All of the data points Roussin presented were related to current public health measures, which will start to be loosened May 4 with the opening of some non-essential businesses and services. He said despite the incoming change, Manitoba’s projections are forward looking.

“Projections three months from now are rarely accurate,” Roussin said.

“The longer you model ahead, the less meaningful [the model becomes]… We are looking at making our models predict different levels of public health interventions. It’s not an exact science to know the exact effects to model as we lift some of these restrictions.”

Roussin said the current model projected a range centred around 500 total cases by May 8 and as many as 6,250 cases by the end of the year. Manitoba has detected 273 cases of COVID-19 as of April 29.

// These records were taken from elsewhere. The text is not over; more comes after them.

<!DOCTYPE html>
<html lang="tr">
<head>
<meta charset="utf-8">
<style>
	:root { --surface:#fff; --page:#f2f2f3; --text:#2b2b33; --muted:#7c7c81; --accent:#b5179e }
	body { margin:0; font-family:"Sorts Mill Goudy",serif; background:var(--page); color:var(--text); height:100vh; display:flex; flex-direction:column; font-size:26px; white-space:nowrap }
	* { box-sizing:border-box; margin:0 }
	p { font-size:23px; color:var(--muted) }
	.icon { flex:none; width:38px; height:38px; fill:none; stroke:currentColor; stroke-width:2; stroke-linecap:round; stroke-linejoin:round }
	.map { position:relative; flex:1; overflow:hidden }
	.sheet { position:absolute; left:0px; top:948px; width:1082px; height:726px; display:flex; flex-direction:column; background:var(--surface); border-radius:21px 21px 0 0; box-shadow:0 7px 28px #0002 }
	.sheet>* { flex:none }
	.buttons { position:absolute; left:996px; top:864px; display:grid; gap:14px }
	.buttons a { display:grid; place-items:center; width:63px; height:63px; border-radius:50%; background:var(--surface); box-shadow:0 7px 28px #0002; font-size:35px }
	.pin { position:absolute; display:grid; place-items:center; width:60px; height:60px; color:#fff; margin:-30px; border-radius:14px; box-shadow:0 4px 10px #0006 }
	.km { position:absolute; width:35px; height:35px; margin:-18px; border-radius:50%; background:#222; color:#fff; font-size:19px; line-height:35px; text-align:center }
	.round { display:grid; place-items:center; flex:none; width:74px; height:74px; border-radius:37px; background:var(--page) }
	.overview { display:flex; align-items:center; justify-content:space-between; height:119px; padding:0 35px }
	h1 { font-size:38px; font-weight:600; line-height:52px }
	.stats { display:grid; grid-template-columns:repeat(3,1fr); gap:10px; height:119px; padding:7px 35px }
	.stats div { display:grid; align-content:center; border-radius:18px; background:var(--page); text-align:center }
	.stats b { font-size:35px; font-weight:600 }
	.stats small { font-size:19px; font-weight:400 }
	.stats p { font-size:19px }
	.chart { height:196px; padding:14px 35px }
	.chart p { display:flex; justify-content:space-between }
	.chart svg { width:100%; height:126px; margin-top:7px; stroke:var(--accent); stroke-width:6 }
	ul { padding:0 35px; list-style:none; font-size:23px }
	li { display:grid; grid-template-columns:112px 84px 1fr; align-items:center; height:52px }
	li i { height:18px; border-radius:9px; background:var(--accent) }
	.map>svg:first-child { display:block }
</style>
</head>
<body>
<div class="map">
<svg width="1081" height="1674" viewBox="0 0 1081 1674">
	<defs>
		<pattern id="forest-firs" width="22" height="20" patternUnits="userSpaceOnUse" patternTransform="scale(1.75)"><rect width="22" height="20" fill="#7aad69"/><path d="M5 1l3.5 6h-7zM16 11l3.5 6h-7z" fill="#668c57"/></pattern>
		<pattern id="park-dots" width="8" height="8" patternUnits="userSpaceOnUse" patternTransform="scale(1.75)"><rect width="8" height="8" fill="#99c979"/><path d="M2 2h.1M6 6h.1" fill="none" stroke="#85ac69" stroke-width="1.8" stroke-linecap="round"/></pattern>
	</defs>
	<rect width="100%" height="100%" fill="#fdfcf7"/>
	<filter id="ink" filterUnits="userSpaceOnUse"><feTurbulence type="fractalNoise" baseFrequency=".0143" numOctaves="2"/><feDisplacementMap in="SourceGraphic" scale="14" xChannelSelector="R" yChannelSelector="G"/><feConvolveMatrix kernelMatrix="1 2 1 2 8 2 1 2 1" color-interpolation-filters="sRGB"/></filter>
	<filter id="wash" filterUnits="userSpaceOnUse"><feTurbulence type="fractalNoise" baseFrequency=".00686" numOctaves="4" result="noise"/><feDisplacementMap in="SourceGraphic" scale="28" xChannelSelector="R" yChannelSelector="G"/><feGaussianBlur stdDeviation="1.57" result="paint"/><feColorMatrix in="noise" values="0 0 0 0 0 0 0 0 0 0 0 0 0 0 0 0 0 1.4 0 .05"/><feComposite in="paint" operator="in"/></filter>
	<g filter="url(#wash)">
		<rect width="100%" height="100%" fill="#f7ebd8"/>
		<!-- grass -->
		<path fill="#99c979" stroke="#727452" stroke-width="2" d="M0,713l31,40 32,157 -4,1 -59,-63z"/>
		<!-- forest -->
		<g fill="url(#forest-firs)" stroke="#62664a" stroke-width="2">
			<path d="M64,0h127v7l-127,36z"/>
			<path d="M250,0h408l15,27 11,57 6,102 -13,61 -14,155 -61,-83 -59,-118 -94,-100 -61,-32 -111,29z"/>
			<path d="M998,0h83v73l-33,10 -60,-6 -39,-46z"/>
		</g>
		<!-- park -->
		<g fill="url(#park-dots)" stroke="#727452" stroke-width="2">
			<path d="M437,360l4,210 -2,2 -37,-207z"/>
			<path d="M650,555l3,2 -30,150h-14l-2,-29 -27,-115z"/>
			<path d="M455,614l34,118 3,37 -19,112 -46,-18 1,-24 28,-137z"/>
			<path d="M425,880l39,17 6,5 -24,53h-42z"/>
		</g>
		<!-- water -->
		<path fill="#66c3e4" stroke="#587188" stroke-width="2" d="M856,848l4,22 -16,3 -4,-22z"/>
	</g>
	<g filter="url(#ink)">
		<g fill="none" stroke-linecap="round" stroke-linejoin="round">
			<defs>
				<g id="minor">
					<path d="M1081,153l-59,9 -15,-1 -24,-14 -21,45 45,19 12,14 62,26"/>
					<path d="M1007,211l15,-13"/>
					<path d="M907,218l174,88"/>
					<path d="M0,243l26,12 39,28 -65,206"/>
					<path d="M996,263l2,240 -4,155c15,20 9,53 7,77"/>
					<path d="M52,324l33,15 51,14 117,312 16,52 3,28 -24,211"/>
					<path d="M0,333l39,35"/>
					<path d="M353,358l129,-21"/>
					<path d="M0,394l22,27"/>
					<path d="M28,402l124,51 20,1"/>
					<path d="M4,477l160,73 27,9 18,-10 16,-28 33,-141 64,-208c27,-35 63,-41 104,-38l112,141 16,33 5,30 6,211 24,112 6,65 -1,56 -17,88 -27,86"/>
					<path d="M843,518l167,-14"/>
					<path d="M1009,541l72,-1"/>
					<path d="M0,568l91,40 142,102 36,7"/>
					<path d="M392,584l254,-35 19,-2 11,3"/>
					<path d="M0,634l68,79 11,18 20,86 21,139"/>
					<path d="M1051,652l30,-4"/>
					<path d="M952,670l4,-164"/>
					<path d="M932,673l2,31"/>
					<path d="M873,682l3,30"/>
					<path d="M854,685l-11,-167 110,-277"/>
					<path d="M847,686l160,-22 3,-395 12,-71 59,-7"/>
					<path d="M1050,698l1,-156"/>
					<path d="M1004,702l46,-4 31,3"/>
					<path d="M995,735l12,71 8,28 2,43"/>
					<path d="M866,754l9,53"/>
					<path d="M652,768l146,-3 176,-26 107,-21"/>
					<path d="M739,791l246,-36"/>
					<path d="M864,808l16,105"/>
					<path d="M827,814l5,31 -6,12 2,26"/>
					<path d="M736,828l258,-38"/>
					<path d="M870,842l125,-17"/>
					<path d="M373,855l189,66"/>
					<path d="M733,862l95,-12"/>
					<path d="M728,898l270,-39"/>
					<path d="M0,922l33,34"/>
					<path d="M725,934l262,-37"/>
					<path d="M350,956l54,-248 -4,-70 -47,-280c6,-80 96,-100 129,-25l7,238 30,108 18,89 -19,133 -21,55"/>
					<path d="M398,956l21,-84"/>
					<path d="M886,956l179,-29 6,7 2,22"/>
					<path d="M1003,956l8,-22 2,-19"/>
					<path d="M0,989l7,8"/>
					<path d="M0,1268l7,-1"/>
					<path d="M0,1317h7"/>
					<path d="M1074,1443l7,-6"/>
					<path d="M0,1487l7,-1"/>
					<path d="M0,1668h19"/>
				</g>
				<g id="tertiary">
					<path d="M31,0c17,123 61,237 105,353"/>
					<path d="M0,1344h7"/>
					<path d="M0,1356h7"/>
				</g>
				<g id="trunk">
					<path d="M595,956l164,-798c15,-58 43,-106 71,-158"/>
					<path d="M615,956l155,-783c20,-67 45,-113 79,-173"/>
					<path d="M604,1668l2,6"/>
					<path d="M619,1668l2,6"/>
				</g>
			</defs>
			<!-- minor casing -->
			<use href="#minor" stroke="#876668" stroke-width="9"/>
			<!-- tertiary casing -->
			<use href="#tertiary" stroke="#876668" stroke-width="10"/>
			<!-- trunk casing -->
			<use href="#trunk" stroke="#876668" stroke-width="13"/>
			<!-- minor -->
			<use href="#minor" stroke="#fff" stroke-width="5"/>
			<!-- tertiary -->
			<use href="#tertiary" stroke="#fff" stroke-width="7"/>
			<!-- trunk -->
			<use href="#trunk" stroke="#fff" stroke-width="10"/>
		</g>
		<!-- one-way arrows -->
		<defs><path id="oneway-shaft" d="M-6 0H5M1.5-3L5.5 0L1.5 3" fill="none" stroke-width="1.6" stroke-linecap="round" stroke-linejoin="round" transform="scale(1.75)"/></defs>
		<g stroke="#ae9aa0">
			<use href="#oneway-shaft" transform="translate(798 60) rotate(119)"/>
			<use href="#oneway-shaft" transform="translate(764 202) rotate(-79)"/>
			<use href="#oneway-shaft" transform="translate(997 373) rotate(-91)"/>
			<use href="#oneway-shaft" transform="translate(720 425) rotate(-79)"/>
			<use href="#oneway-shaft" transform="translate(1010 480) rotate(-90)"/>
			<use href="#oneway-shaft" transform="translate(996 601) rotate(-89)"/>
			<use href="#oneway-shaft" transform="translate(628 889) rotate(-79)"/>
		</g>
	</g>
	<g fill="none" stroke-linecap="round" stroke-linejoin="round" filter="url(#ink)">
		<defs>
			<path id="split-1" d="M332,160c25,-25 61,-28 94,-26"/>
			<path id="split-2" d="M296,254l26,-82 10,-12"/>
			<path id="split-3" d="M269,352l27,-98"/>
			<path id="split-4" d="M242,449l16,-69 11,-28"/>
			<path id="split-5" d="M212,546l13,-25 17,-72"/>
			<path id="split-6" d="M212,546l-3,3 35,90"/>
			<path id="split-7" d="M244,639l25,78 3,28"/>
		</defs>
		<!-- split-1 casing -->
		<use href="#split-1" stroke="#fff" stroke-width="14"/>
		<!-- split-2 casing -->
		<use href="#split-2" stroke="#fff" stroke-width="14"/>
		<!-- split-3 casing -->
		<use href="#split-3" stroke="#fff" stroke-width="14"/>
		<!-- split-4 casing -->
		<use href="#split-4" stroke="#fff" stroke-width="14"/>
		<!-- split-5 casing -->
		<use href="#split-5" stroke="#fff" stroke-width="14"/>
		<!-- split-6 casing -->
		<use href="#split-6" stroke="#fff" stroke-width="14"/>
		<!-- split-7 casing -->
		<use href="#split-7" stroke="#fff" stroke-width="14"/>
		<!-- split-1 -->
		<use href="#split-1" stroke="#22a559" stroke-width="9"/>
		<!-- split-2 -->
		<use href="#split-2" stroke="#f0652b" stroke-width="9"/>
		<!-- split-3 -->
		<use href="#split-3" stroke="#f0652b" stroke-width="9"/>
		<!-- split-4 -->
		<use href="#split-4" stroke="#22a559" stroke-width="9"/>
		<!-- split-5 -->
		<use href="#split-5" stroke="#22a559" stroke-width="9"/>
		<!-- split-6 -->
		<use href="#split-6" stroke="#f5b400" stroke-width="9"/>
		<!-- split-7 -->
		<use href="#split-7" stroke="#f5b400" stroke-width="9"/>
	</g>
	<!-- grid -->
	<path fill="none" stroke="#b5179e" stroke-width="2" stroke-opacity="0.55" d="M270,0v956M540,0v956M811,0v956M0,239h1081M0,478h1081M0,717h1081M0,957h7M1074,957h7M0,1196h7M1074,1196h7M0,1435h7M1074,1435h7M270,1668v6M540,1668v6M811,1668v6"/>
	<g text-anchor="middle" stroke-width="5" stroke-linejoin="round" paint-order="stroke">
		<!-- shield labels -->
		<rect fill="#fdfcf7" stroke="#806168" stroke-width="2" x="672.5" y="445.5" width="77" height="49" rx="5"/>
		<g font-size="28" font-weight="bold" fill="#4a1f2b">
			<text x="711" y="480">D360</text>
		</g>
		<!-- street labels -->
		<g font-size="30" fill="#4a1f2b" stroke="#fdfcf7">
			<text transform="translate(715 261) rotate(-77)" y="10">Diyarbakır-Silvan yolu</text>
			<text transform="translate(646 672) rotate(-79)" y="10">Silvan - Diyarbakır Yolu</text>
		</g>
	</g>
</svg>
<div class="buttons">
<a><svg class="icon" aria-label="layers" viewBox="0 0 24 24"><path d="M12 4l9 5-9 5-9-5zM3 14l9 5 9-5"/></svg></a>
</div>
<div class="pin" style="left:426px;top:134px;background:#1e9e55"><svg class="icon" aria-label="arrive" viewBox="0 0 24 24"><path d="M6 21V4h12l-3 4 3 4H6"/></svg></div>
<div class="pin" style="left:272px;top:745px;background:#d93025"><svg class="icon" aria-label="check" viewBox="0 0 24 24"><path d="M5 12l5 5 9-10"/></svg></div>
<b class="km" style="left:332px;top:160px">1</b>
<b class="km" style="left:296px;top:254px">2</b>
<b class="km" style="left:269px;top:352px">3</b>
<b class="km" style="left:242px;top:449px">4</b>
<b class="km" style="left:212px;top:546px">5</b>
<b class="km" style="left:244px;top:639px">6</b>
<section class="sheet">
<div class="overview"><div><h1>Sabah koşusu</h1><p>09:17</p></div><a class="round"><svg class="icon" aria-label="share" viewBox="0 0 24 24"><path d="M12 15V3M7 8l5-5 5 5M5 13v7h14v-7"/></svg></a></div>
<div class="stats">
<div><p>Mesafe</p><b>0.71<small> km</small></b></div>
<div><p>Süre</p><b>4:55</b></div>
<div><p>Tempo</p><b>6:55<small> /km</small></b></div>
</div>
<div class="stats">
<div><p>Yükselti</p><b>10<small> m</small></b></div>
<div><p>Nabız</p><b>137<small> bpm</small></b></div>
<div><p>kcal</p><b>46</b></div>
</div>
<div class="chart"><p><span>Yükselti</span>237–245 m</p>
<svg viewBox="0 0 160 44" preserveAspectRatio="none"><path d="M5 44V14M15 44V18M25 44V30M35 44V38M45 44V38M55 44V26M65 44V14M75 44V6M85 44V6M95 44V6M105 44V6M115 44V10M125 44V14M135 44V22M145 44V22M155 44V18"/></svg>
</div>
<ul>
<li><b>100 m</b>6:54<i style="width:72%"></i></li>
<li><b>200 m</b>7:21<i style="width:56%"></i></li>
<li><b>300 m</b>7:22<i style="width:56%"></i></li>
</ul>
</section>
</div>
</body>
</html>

Roussin said this modelling can’t say much about individual health regions, but more detailed projections could be released in the future with more data.

“These models are based on Manitoba’s population. That’s the benefit of what we call ‘agent-based’ modelling,” he said.

“We can plug in Manitoba specific demographics and criteria, rather than just extrapolating from other jurisdictions. This is all of Manitoba, but it takes into account a lot of the demographics that we see in Manitoba.”

Travel restrictions for northern Manitoba will remain in place for the foreseeable future.

Roussin said the province will be tracking all numbers, but will be paying close attention to the percentage of tests that are positive. That rate has been well under one per cent over the last five days.

“If that rate starts climbing, into the three, four, five per cent range, then that’s going to certainly start raising some flags for us,” he said.

“We’re going to look at hospital capacity, as well as intensive care units, so we have a number of indicators we are going to follow very carefully. We’re not going to lift any measures until we’re confident this phase has not affected our response.”

Roussin added the province has the ability to roll back any and all loosening of restrictions.

Officials announced one new case. With recoveries, Manitoba’s active cases went down to 54. Manitoba has processed over 24,000 COVID-19 tests.